Aiming to overcome this knowledge acquisition bottleneck, the Open IE approach was introduced in 2007 in conjunction with the TextRunner system [8]. According to Li et al. [9] ‘Open IE is a domain-independent extraction paradigm that uses some generalized patterns to extract all the potential relationships between entities’. Wu and Weld [10] define an Open Information Extractor as a function from a document, d, to a set of triples in form of (arg1, rel, arg2), where arg1 and arg2 are noun phrases and rel is a textual fragment indicating an implicit, semantic relation between these two noun phrases. It should be noted that in contrast with Traditional Relation Extraction that uses specific types of relations as synonymy, antonymy, hyponymy and lexical inheritance, meronymy, entailment, and presupposition, Open IE considers that all connections among concepts, entities, events, and also those expressed by means of attributes can be considered as relations.

This work focuses on the Open IE paradigm, aiming to highlight its potential and relevance. For that, we present the main studies in this research field and a discussion about evaluation in this area. We bring considerations about the open problems in the area, the main challenges, and open issues. To illustrate this panel, we present our proposal of open extractor, elaborated from the idea that it is not necessary to have an enormous list of patterns or several types of linguistic labels to better perform Open IE. Founded on the work of Pustejovsky [11] on Lexical Semantics and Computational Linguistics and on the learning of Qualia structure from sentences, as proposed by Cimiano and Wenderoth [12], we explore the intrinsic semantic relations between nominals to extract relation tuples from unstructured texts, based on lexical-syntactic patterns tailored to identify such structures.

To validate this proposal, we developed a method to extract relations from POS-tagged texts, using lexical-syntactic patterns. The strategy is constructed on two kinds of patterns: (1) generic patterns to identify domain-specific non-specified relations proposed in the context of our research and (2) rules from Cimiano and Wenderoth proposal [12] to learn Qualia structure which are grounded on Pustejovsky’s work [11]. To test this approach, we developed a prototype called LSOE (Lexical-Syntactic pattern-based Open Extractor). LSOE performance was compared to two Open IE systems: ReVerb and DepOE. Our extractor achieved precision compatible to those systems.

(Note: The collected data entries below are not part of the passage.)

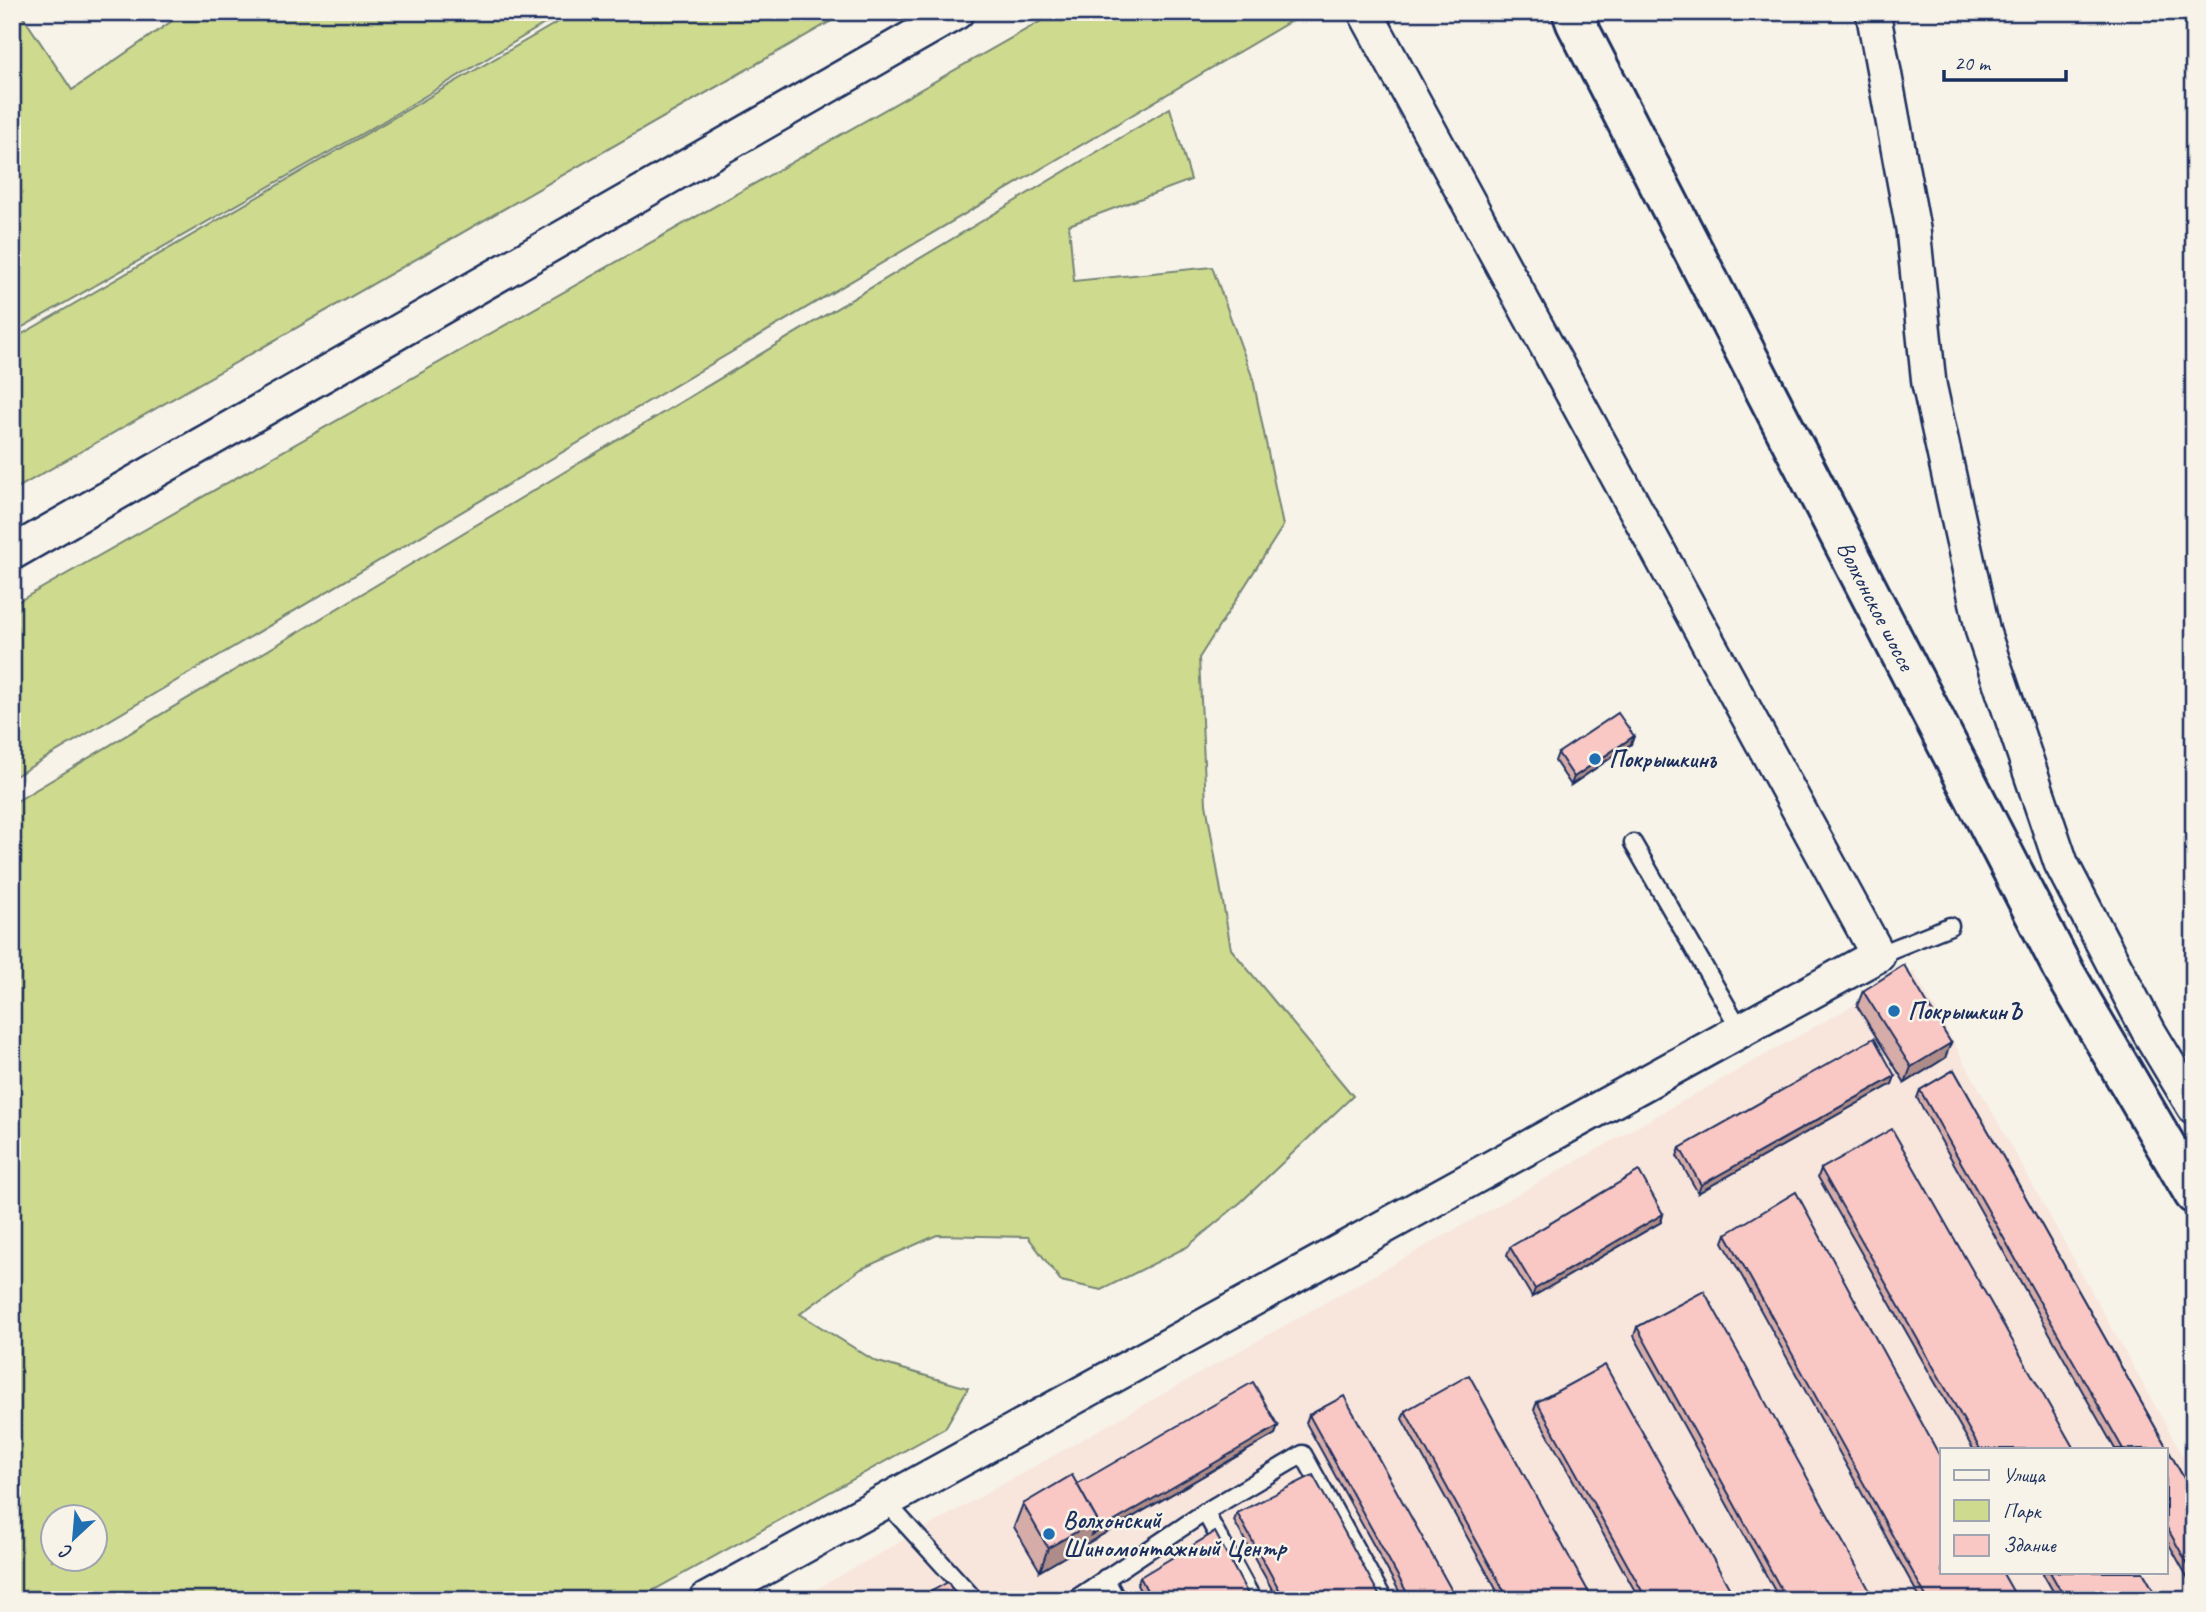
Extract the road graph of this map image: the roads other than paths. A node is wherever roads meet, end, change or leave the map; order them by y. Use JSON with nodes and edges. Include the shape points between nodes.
{"nodes":[{"id":1,"x":957,"y":12,"type":"edge"},
{"id":2,"x":1365,"y":12,"type":"edge"},
{"id":3,"x":1873,"y":12,"type":"edge"},
{"id":4,"x":1572,"y":16,"type":"edge"},
{"id":5,"x":12,"y":553,"type":"edge"},
{"id":6,"x":1633,"y":843,"type":"dead end"},
{"id":7,"x":1950,"y":926,"type":"dead end"},
{"id":8,"x":1878,"y":955,"type":"junction"},
{"id":9,"x":1741,"y":1031,"type":"junction"},
{"id":10,"x":2194,"y":1107,"type":"edge"},
{"id":11,"x":2194,"y":1194,"type":"edge"},
{"id":12,"x":884,"y":1500,"type":"junction"},
{"id":13,"x":1205,"y":1512,"type":"junction"},
{"id":14,"x":1105,"y":1578,"type":"junction"},
{"id":15,"x":706,"y":1600,"type":"edge"},
{"id":16,"x":975,"y":1600,"type":"edge"},
{"id":17,"x":1074,"y":1600,"type":"edge"},
{"id":18,"x":1118,"y":1600,"type":"edge"},
{"id":19,"x":1253,"y":1600,"type":"edge"},
{"id":20,"x":1384,"y":1600,"type":"edge"}],
"edges":[{"from":1,"to":5,"type":"street"},
{"from":2,"to":8,"type":"street"},
{"from":3,"to":10,"type":"street","via":[[1913,229],[1929,384],[1983,632],[2061,863],[2149,1032]]},
{"from":4,"to":11,"type":"main road","name":"Волхонское шоссе","via":[[2066,973]]},
{"from":6,"to":9,"type":"lane"},
{"from":7,"to":8,"type":"lane"},
{"from":8,"to":9,"type":"street"},
{"from":9,"to":12,"type":"street"},
{"from":12,"to":15,"type":"street"},
{"from":12,"to":16,"type":"lane"},
{"from":13,"to":14,"type":"lane"},
{"from":13,"to":19,"type":"lane"},
{"from":13,"to":20,"type":"lane","via":[[1303,1454]]},
{"from":14,"to":17,"type":"lane"},
{"from":14,"to":18,"type":"lane"}]}
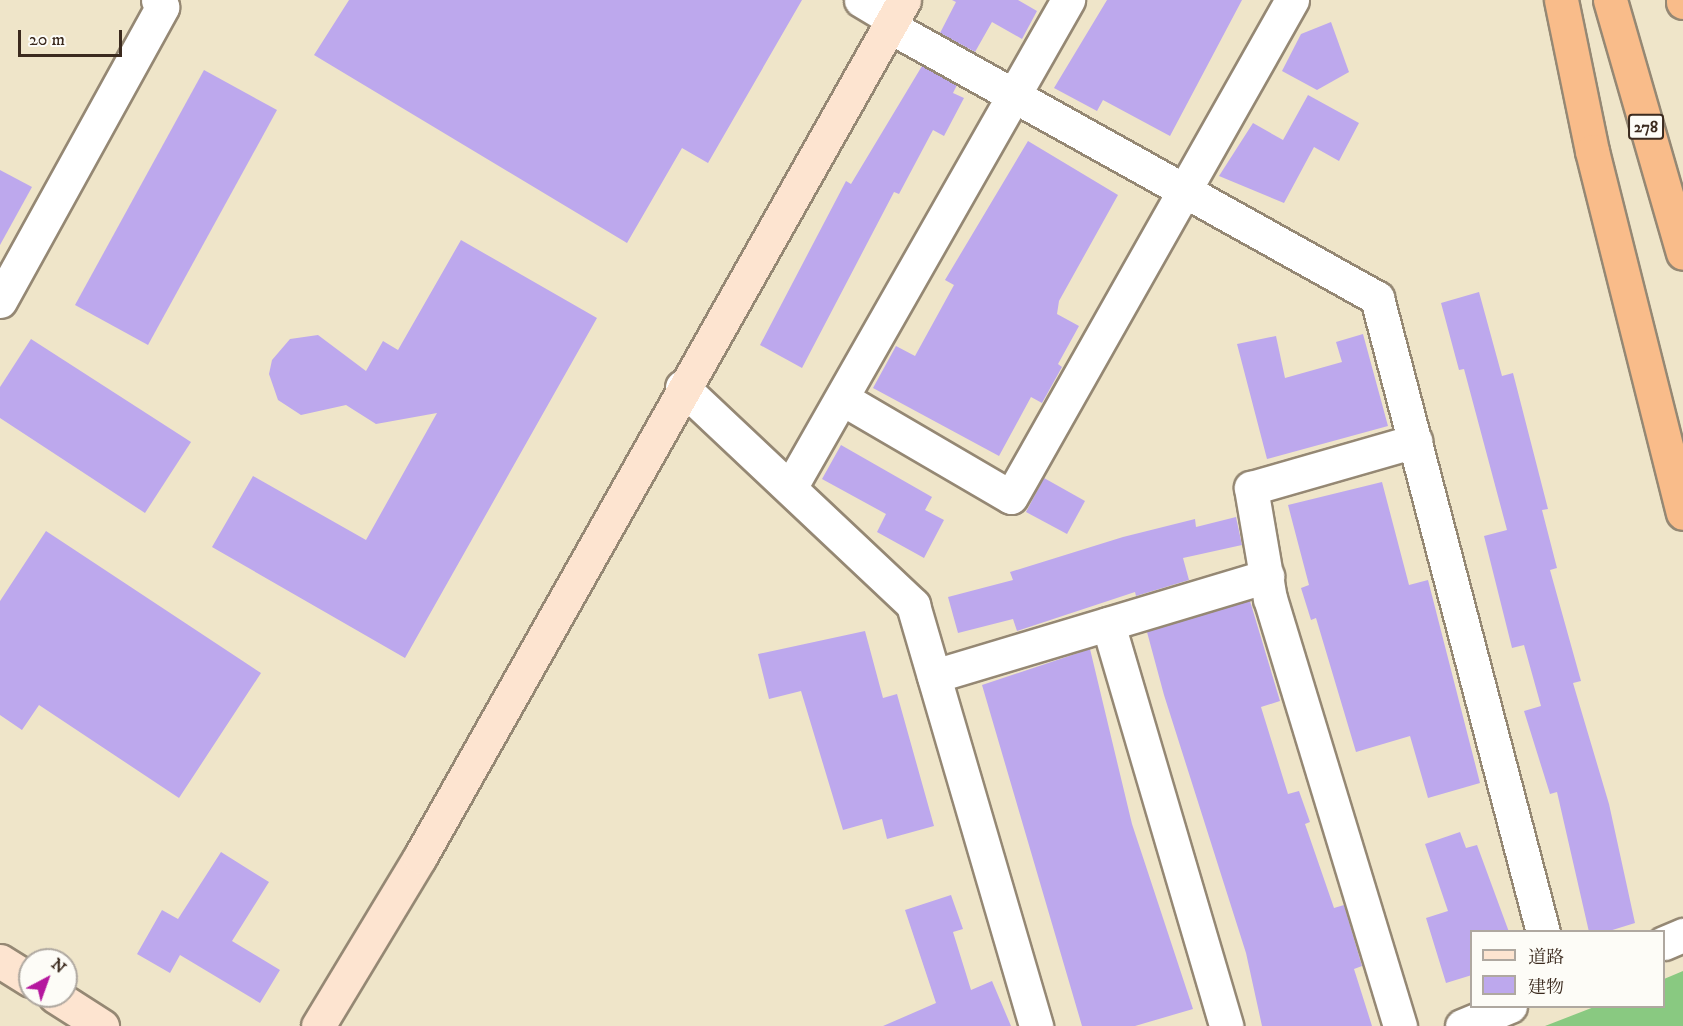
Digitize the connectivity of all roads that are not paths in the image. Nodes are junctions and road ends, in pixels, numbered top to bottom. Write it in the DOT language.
graph roads {
  1 [pos="158,0"];
  2 [pos="861,0"];
  3 [pos="1068,0"];
  4 [pos="1292,0"];
  5 [pos="1562,0"];
  6 [pos="1610,0"];
  7 [pos="895,15"];
  8 [pos="1014,96"];
  9 [pos="1184,190"];
  10 [pos="1683,253"];
  11 [pos="0,301"];
  12 [pos="682,387"];
  13 [pos="843,399"];
  14 [pos="1415,441"];
  15 [pos="790,488"];
  16 [pos="1683,513"];
  17 [pos="1266,576"];
  18 [pos="1108,624"];
  19 [pos="934,676"];
  20 [pos="1542,930"];
  21 [pos="1683,935"];
  22 [pos="1665,944"];
  23 [pos="0,961"];
  24 [pos="18,972"];
  25 [pos="74,1008"];
  26 [pos="1505,1008"];
  27 [pos="102,1026"];
  28 [pos="318,1026"];
  29 [pos="1036,1026"];
  30 [pos="1226,1026"];
  31 [pos="1400,1026"];
  32 [pos="1462,1026"];
  1 -- 11 [label="street"];
  2 -- 7 [label="street"];
  3 -- 8 [label="street"];
  4 -- 9 [label="street"];
  5 -- 16 [label="highway"];
  6 -- 10 [label="highway, 278"];
  7 -- 8 [label="street"];
  7 -- 12 [label="street"];
  8 -- 9 [label="street"];
  8 -- 13 [label="street"];
  9 -- 13 [label="street"];
  9 -- 14 [label="street"];
  12 -- 15 [label="street"];
  12 -- 28 [label="street"];
  13 -- 15 [label="street"];
  14 -- 17 [label="street"];
  14 -- 20 [label="street"];
  15 -- 19 [label="street"];
  17 -- 18 [label="street"];
  17 -- 31 [label="street"];
  18 -- 19 [label="street"];
  18 -- 30 [label="street"];
  19 -- 29 [label="street"];
  21 -- 22 [label="street"];
  23 -- 24 [label="street"];
  25 -- 27 [label="street"];
  26 -- 32 [label="street"];
}
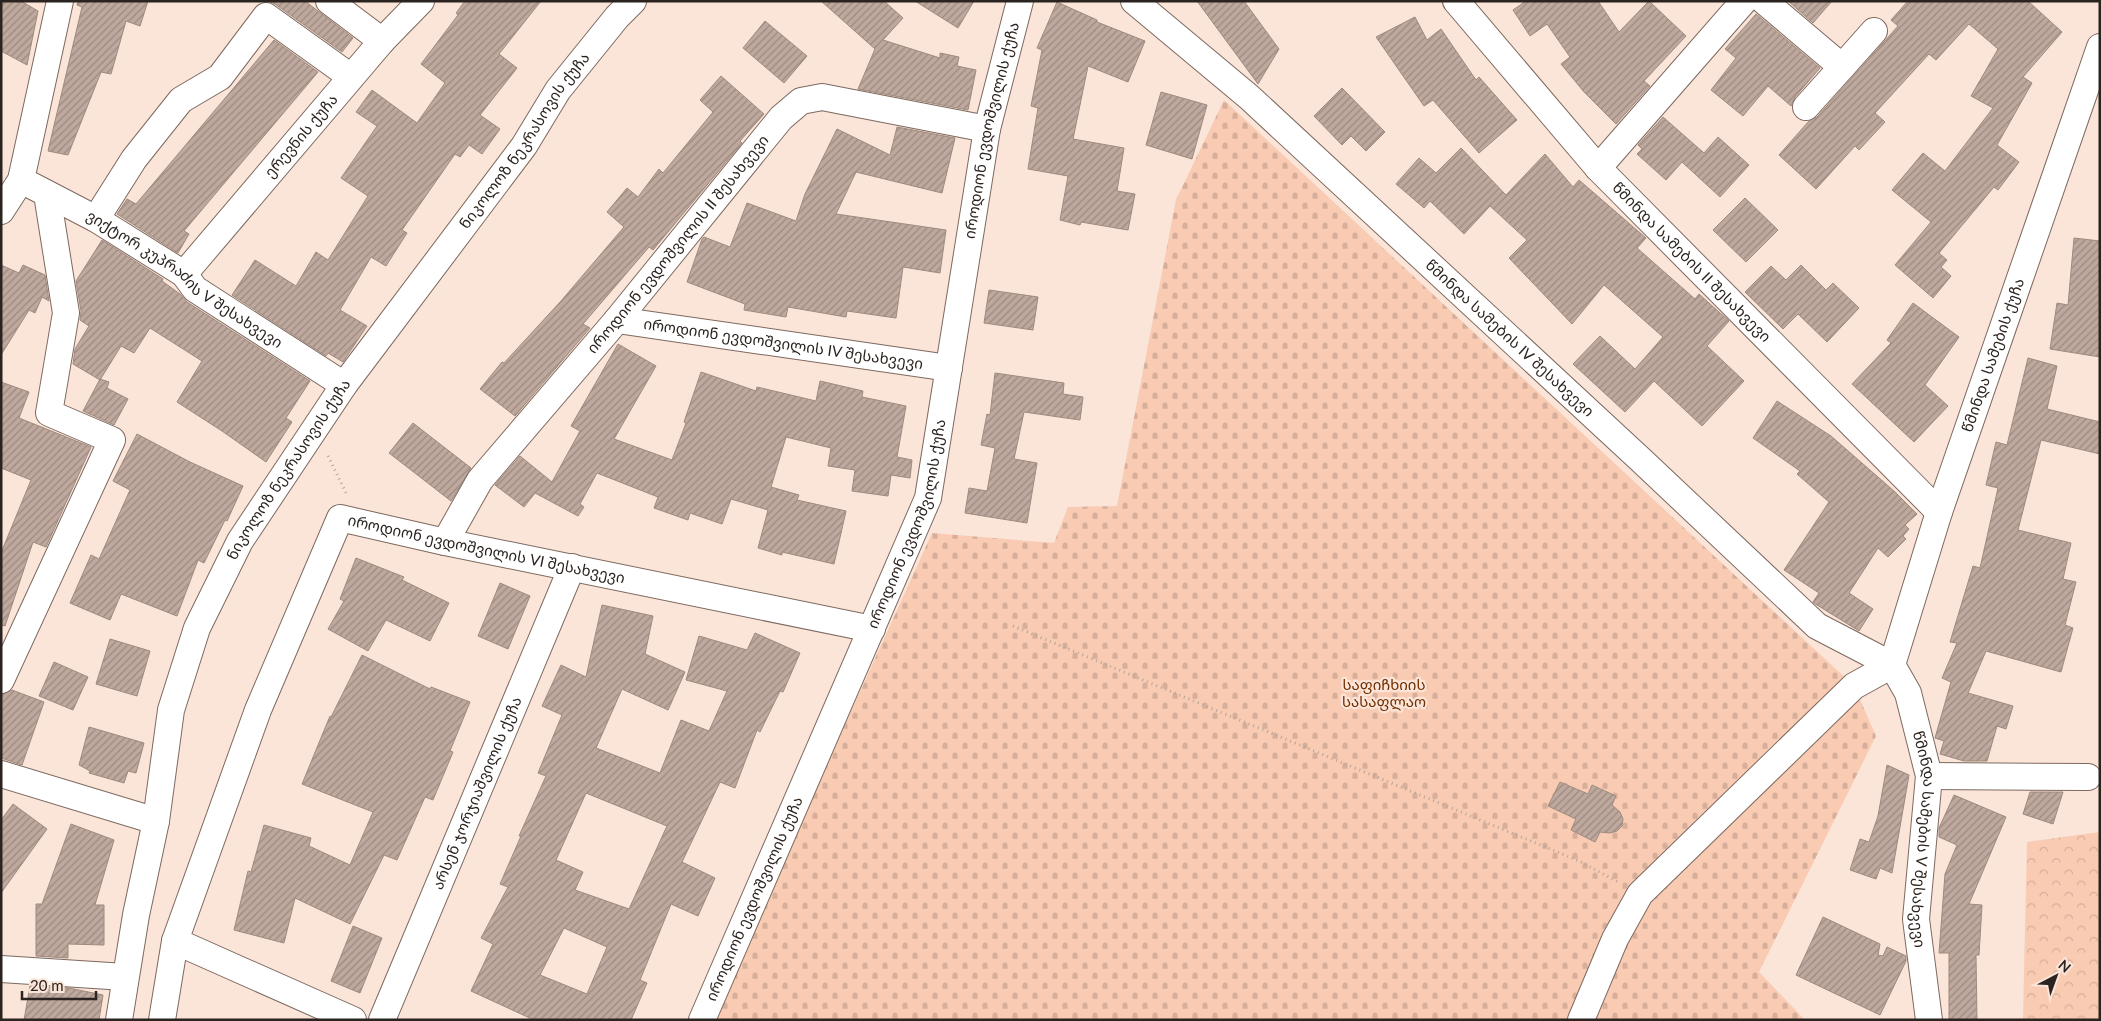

The remainder of this paper is organized as follows. Section ‘Semantic relations, information extraction, and open information extraction’ discusses the methods and concepts related to IE and Open IE, providing the major conceptual divergences between the two paradigms. Section ‘Generative lexicon and qualia structure’ briefly presents Pustejovsky’s generative lexicon theory [11], which contributes to the background of our approach, and the proposal of Cimiano and Wenderoth [12]. Section ‘An open extractor based on lexical-syntactic patterns’ discusses related work depicting Open IE systems and semantic relation extraction. In Section ‘Methods,’ we describe our approach and we put on view the lexical-syntactic patterns used to extract relations from text. We also present the prototype developed to evaluate our proposal. In Section ‘Results and discussion,’ we compare the prototype performance with state-of-the-art Open IE systems and present a discussion on problems and possible solutions. Section ‘Conclusions’ closes the paper with conclusions and points to future work.

Semantic relations, information extraction, and open information extraction

In this section, we discuss the notion of relation used in Open IE and position it within the grounded literature in the area of automatic relation extraction from texts. Then, we study the conceptual divergences between traditional IE and Open IE. We finish this section presenting Open IE’s most relevant works.

Semantic relations in the open ie context

According to Pustejovsky [11], lexical semantics is ‘the study of how words are semantically related to one another,’ so synonymy, antonymy, hyponymy and lexical inheritance, meronymy, entailment, and presupposition would be examples of interlexical semantic relations. However, the idea of semantic relation in the context of relation extraction goes beyond interlexical semantic relations. As pointed by Nastase et al. [13] ‘every nontrivial text describes interactions and relations’. Relations are the connections we perceive among concepts, entities, events, and also those expressed by means of attributes. For example, the sentence Joe bought a beautiful home informs relations such as (Joe, bought, a beautiful home), (Joe, bought, a home), and (beautiful, is a property of, home). So, it would be better to use Khoo and Na’s concept that states that semantic relations are ‘meaningful associations between two or more concepts, entities, or sets of entities’ [14].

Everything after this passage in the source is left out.